Your task —
Transcribe each entry. Change nothing.

Given data —

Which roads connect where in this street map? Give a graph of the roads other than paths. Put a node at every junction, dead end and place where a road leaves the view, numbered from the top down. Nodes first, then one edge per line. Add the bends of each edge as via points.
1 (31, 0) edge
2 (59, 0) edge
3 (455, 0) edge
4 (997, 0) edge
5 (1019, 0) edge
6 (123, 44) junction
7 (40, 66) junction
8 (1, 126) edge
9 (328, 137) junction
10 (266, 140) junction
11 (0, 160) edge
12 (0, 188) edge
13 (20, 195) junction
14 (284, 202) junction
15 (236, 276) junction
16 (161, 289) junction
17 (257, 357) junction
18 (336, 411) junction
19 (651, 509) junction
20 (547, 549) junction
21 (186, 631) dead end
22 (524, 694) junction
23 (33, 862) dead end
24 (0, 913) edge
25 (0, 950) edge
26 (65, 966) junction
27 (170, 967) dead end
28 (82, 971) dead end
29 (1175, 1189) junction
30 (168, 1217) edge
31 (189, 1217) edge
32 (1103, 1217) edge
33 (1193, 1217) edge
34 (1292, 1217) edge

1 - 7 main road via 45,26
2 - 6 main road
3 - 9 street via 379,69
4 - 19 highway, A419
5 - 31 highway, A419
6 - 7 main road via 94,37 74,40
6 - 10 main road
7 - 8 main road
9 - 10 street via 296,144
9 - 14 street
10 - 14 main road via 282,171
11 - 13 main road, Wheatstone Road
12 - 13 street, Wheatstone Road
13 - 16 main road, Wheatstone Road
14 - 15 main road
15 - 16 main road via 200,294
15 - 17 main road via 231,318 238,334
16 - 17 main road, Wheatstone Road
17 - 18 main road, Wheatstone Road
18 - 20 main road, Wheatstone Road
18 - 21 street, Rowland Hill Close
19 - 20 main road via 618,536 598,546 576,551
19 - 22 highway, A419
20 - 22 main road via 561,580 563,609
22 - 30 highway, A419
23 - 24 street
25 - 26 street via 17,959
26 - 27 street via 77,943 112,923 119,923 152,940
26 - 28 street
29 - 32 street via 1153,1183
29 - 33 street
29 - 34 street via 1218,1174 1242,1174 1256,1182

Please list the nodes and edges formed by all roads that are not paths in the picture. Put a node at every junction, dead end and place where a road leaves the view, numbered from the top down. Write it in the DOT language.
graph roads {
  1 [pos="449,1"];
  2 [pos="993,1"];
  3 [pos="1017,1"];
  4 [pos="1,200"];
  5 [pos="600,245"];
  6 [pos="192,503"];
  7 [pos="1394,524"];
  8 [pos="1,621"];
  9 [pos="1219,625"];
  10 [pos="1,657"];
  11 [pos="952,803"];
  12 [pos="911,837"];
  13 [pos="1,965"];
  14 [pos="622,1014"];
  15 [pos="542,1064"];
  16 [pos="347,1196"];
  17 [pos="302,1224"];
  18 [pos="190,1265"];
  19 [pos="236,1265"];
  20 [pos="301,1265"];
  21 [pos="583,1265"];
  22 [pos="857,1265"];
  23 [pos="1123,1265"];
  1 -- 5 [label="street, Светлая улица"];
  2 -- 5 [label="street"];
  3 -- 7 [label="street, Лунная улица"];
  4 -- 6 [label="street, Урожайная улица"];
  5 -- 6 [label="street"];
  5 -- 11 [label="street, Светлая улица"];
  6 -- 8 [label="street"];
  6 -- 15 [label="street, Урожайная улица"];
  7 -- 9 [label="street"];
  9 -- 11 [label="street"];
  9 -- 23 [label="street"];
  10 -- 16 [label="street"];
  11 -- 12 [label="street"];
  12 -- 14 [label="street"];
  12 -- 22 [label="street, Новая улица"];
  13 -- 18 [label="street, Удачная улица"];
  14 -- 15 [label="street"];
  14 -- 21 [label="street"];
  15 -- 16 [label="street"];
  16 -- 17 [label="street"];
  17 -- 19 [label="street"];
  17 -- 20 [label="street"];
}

Task response —
Which roads connect where in this street map? Give a graph of the roads other than paths. Put a node at every junction, dead end and place where a road leaves the view, numbered from the top down. Nodes first, then one edge per line. Add the bends of each edge as via points.
1 (31, 0) edge
2 (59, 0) edge
3 (455, 0) edge
4 (997, 0) edge
5 (1019, 0) edge
6 (123, 44) junction
7 (40, 66) junction
8 (1, 126) edge
9 (328, 137) junction
10 (266, 140) junction
11 (0, 160) edge
12 (0, 188) edge
13 (20, 195) junction
14 (284, 202) junction
15 (236, 276) junction
16 (161, 289) junction
17 (257, 357) junction
18 (336, 411) junction
19 (651, 509) junction
20 (547, 549) junction
21 (186, 631) dead end
22 (524, 694) junction
23 (33, 862) dead end
24 (0, 913) edge
25 (0, 950) edge
26 (65, 966) junction
27 (170, 967) dead end
28 (82, 971) dead end
29 (1175, 1189) junction
30 (168, 1217) edge
31 (189, 1217) edge
32 (1103, 1217) edge
33 (1193, 1217) edge
34 (1292, 1217) edge

1 - 7 main road via 45,26
2 - 6 main road
3 - 9 street via 379,69
4 - 19 highway, A419
5 - 31 highway, A419
6 - 7 main road via 94,37 74,40
6 - 10 main road
7 - 8 main road
9 - 10 street via 296,144
9 - 14 street
10 - 14 main road via 282,171
11 - 13 main road, Wheatstone Road
12 - 13 street, Wheatstone Road
13 - 16 main road, Wheatstone Road
14 - 15 main road
15 - 16 main road via 200,294
15 - 17 main road via 231,318 238,334
16 - 17 main road, Wheatstone Road
17 - 18 main road, Wheatstone Road
18 - 20 main road, Wheatstone Road
18 - 21 street, Rowland Hill Close
19 - 20 main road via 618,536 598,546 576,551
19 - 22 highway, A419
20 - 22 main road via 561,580 563,609
22 - 30 highway, A419
23 - 24 street
25 - 26 street via 17,959
26 - 27 street via 77,943 112,923 119,923 152,940
26 - 28 street
29 - 32 street via 1153,1183
29 - 33 street
29 - 34 street via 1218,1174 1242,1174 1256,1182

Please list the nodes and edges formed by all roads that are not paths in the picture. Put a node at every junction, dead end and place where a road leaves the view, numbered from the top down. Write it in the DOT language.
graph roads {
  1 [pos="449,1"];
  2 [pos="993,1"];
  3 [pos="1017,1"];
  4 [pos="1,200"];
  5 [pos="600,245"];
  6 [pos="192,503"];
  7 [pos="1394,524"];
  8 [pos="1,621"];
  9 [pos="1219,625"];
  10 [pos="1,657"];
  11 [pos="952,803"];
  12 [pos="911,837"];
  13 [pos="1,965"];
  14 [pos="622,1014"];
  15 [pos="542,1064"];
  16 [pos="347,1196"];
  17 [pos="302,1224"];
  18 [pos="190,1265"];
  19 [pos="236,1265"];
  20 [pos="301,1265"];
  21 [pos="583,1265"];
  22 [pos="857,1265"];
  23 [pos="1123,1265"];
  1 -- 5 [label="street, Светлая улица"];
  2 -- 5 [label="street"];
  3 -- 7 [label="street, Лунная улица"];
  4 -- 6 [label="street, Урожайная улица"];
  5 -- 6 [label="street"];
  5 -- 11 [label="street, Светлая улица"];
  6 -- 8 [label="street"];
  6 -- 15 [label="street, Урожайная улица"];
  7 -- 9 [label="street"];
  9 -- 11 [label="street"];
  9 -- 23 [label="street"];
  10 -- 16 [label="street"];
  11 -- 12 [label="street"];
  12 -- 14 [label="street"];
  12 -- 22 [label="street, Новая улица"];
  13 -- 18 [label="street, Удачная улица"];
  14 -- 15 [label="street"];
  14 -- 21 [label="street"];
  15 -- 16 [label="street"];
  16 -- 17 [label="street"];
  17 -- 19 [label="street"];
  17 -- 20 [label="street"];
}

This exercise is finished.